Вожди прервали меня:

— Ура Здиму!

— Здим будет нашим поверенным посланцем!

— С такими когтями он пролезет через заграждение как белка.

— Ты слишком скромен, честный Здим, мы не примем никаких отказов!

Совет сделался единодушен. Я бросил взгляд на принца Хваеднира, надеясь, что он обуздает их, — в последнее время этот парень выказывал все большие признаки независимости. Но он только заметил:

— Вы правы, товарищи, Здим заключит в городе контракт, соберет подписи синдиков и принесет все это сюда. Пока он это не сделает, мы останемся здесь и будем только изводить каннибалов, Я сказал.
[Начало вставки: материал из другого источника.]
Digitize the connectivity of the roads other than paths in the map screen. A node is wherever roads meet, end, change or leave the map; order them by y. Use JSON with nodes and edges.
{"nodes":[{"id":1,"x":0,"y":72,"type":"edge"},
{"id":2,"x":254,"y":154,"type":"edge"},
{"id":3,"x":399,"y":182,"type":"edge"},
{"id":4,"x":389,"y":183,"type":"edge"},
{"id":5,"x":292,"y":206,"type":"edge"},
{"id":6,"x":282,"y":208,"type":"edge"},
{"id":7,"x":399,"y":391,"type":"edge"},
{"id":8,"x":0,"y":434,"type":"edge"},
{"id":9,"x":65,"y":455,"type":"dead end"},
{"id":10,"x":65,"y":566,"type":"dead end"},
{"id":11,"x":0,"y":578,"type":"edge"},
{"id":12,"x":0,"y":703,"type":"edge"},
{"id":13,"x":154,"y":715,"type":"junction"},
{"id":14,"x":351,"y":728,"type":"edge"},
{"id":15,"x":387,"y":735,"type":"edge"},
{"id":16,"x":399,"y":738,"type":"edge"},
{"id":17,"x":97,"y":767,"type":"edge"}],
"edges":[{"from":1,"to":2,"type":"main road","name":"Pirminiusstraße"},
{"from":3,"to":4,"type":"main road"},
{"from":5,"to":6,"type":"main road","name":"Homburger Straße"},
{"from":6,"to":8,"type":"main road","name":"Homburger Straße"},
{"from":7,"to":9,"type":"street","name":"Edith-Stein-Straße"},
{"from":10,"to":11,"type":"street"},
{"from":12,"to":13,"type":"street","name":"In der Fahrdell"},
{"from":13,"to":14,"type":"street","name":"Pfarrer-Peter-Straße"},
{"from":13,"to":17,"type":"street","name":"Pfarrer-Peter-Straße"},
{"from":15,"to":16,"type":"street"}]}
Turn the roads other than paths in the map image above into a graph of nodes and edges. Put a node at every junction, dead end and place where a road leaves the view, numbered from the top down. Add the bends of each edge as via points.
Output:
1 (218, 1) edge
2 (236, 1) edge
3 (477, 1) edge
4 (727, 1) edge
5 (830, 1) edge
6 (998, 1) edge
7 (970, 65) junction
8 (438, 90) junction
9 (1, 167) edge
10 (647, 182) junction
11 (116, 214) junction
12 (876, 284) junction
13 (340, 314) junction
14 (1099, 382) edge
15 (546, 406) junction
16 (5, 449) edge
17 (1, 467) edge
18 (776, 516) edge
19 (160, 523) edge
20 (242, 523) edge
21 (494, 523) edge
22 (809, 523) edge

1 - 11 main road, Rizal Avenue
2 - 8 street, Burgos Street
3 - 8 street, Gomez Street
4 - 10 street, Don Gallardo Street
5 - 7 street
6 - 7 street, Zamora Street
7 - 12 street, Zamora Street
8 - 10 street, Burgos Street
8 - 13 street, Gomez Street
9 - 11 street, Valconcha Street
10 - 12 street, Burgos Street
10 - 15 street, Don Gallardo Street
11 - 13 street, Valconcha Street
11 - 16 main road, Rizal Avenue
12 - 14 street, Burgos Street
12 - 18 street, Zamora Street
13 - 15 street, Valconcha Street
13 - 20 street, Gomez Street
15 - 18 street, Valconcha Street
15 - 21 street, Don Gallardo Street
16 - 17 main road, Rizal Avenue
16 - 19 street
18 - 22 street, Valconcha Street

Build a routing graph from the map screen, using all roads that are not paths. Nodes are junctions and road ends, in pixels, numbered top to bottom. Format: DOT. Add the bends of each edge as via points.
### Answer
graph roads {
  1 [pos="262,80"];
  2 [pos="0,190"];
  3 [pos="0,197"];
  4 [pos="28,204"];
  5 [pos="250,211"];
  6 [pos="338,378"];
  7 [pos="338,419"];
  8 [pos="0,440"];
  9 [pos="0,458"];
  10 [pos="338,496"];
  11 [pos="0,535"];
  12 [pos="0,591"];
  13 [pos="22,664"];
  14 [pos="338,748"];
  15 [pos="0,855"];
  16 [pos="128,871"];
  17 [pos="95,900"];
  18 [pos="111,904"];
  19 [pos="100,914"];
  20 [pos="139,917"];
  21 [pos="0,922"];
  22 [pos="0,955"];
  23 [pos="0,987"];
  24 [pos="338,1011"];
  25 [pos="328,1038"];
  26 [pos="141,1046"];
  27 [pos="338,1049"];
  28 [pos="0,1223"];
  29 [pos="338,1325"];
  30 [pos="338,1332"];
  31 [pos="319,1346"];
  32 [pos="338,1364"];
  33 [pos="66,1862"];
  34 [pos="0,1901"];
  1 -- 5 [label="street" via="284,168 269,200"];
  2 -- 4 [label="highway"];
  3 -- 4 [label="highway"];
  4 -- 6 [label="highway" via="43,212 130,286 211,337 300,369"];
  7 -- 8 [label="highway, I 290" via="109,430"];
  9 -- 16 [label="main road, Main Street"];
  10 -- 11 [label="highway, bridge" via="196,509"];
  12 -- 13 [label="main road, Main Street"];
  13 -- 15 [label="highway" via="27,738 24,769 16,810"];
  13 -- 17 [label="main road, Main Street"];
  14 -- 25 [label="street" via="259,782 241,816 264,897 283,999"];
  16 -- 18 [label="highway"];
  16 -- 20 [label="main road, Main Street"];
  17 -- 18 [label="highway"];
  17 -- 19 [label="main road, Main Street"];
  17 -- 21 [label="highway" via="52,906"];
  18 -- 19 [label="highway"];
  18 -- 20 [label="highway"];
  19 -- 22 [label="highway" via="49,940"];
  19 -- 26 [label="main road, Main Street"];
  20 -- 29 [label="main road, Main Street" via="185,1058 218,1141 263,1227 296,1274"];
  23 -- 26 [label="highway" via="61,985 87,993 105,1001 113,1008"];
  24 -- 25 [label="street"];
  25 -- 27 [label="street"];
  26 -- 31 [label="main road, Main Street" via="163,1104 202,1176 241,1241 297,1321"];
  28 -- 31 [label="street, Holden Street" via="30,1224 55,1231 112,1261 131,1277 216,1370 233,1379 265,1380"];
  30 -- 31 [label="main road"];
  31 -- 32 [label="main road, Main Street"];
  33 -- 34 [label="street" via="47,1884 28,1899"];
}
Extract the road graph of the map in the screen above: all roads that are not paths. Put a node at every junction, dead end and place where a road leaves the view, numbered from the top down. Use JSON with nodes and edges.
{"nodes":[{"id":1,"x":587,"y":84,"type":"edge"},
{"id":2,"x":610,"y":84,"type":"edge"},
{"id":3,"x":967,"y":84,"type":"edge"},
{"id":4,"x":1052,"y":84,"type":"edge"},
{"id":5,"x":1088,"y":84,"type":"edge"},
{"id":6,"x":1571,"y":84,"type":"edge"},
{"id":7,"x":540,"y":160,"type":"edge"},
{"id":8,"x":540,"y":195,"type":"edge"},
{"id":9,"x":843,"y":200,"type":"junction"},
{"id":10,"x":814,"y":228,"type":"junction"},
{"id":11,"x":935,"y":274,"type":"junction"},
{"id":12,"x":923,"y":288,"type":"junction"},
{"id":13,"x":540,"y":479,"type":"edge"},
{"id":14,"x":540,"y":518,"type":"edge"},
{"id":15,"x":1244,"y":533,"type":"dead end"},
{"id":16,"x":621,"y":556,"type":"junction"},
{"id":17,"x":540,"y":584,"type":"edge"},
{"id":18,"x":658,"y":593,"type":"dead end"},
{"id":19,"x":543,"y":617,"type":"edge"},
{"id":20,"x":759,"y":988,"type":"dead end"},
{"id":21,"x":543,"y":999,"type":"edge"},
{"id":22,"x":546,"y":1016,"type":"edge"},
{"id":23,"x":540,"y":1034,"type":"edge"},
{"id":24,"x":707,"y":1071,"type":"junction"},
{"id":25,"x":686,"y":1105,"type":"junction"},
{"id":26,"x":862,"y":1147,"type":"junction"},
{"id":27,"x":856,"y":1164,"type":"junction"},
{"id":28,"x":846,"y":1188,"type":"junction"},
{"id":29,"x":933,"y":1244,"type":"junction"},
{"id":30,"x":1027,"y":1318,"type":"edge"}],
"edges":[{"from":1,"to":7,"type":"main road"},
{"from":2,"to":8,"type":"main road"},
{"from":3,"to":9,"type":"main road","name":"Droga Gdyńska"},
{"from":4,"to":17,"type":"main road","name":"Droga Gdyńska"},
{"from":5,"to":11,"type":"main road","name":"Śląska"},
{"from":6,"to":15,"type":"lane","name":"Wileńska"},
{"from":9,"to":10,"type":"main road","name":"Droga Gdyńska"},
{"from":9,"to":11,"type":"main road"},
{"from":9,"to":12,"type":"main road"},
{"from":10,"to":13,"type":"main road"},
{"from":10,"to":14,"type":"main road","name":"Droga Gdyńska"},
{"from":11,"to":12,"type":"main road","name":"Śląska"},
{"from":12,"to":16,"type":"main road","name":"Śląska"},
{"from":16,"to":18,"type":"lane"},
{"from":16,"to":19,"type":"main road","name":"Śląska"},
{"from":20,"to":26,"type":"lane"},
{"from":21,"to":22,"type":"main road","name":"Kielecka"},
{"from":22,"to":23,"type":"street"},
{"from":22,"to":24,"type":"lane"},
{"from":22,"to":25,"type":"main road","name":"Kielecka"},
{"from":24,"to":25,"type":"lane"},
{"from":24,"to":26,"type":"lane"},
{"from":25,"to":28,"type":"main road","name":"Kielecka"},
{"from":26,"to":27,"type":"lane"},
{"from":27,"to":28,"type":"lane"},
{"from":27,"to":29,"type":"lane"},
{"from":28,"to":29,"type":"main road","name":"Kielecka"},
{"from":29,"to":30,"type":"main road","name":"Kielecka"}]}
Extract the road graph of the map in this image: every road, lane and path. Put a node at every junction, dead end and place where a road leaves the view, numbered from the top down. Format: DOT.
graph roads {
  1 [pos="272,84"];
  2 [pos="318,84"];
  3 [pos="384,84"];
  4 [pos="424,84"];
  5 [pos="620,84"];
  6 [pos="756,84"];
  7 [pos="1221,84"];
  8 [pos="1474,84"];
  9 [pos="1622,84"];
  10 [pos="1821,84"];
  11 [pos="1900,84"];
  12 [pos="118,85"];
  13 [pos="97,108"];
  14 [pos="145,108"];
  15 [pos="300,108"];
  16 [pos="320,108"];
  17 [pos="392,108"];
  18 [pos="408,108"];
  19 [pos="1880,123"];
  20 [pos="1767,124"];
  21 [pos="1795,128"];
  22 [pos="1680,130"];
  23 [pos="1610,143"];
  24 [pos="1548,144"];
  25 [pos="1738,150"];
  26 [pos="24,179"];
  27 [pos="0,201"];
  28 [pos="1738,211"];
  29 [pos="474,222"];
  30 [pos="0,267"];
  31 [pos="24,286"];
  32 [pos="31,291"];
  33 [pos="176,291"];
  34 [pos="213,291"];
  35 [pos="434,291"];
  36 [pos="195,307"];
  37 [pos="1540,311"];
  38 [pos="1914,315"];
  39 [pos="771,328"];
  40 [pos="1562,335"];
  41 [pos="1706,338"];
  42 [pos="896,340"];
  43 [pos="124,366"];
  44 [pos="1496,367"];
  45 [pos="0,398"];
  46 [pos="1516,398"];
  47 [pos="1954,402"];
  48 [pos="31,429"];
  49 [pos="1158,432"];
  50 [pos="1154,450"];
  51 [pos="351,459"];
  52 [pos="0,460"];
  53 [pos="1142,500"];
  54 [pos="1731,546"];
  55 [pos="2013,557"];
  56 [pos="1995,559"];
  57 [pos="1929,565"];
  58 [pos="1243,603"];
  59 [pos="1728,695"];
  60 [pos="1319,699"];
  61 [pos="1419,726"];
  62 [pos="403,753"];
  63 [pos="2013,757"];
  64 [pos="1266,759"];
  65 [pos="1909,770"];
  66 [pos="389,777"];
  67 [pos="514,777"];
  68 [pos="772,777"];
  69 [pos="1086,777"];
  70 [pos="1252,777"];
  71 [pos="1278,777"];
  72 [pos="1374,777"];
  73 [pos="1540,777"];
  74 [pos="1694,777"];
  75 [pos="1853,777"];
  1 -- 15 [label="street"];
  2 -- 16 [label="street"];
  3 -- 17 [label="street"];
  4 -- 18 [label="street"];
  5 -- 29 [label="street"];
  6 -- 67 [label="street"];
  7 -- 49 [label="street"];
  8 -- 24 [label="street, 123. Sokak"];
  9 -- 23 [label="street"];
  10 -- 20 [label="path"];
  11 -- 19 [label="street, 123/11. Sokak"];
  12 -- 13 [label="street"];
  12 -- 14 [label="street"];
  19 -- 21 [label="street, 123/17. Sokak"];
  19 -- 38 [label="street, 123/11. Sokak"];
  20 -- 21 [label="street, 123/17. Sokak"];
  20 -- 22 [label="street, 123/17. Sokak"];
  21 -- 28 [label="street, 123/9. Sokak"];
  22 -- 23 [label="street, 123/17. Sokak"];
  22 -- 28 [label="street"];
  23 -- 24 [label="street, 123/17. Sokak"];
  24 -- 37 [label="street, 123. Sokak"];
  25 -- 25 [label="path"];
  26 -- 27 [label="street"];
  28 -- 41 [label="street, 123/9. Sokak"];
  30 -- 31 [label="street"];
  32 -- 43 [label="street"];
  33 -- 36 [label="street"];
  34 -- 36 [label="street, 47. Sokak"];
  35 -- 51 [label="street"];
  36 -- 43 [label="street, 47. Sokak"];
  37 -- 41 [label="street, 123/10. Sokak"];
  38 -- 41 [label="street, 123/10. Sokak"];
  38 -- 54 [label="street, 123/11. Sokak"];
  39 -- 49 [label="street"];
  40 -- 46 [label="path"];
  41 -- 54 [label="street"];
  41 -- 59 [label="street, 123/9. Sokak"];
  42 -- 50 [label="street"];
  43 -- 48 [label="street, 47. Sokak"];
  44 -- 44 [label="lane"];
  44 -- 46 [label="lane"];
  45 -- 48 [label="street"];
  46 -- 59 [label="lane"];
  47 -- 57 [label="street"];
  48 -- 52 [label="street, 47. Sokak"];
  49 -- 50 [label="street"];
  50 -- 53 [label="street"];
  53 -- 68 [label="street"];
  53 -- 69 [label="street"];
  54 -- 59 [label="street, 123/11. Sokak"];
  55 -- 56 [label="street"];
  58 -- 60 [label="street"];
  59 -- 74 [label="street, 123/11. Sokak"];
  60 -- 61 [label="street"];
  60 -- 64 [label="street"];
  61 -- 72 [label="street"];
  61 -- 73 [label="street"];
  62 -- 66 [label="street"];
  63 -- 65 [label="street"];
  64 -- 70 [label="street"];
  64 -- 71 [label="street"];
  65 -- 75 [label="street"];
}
Поскольку я не видел иного пути сослужить службу Иру, как мне было приказано, я согласился выполнить эту миссию, хотя и с неохотой. Были принесены письменные принадлежности. Грамотный Шнорри составил контракт в двух экземплярах — на швенском и новарском, — заключающийся между армией хрунтингов и Синдикатом Ира. Условиями его были те, что были одобрены в Швении и на совете в лагере хрунтингов: одна марка на человека в день и так далее. Мы со Шнорри расписались. Хваеднир сделал свою отметку, чему мы со Шнорри были свидетелями. Ко времени появления луны я достиг паалуанского лагеря.

Земляные укрепления, над которыми работали осаждающие, не были серьезным препятствием, потому что были закончены только частично. Я крался на четвереньках среди раскопанной земли, недовыкопанных камней и недовозведенных валов.

Итак, снова я вполз в расположенный кольцом лагерь. Как и прежде, окрасил себя в черный цвет. Наблюдал, слушал, выяснял присутствие часовых и их проклятых драконов. Если можно так сказать, двигался тихо как тень.

Я был на полпути между внешней и внутренней стенами и огибал бревенчатое возвышение, когда ощутил присутствие часового. Я застыл, прижавшись к бревнам. Он вышел из-за угла с огромной ящерицей, ковыляющей подле него на поводке. И прошел мимо, не заметив меня.

Но ящерица учуяла мое присутствие. Рептилия остановилась и высунула язык. Чувствуя, как натянулся поводок, паалуанец тоже остановился и обернулся, чтобы посмотреть, в чем дело. Он сделал шаг назад, и его рука коснулась моей чешуи.

Человек отдернул руку, уставился в темноту и с криком отскочил на шаг. Другие крики ответили ему эхом, и я кинулся бежать, перепрыгивая через препятствия и направляясь ко внутренней стене. Огибая одно из бревен, я тем не менее слишком резко срезал угол, зацепился за веревку и растянулся на земле. Вскочил на ноги почти в то же мгновение, но тут появился человек с фонарем. Я помчался было дальше, но что-то просвистело в воздухе и обвилось вокруг моих ног, снова заставив меня упасть. То было одно из приспособлений, сделанных из каменных шаров болеардос, крутящихся на конце веревки.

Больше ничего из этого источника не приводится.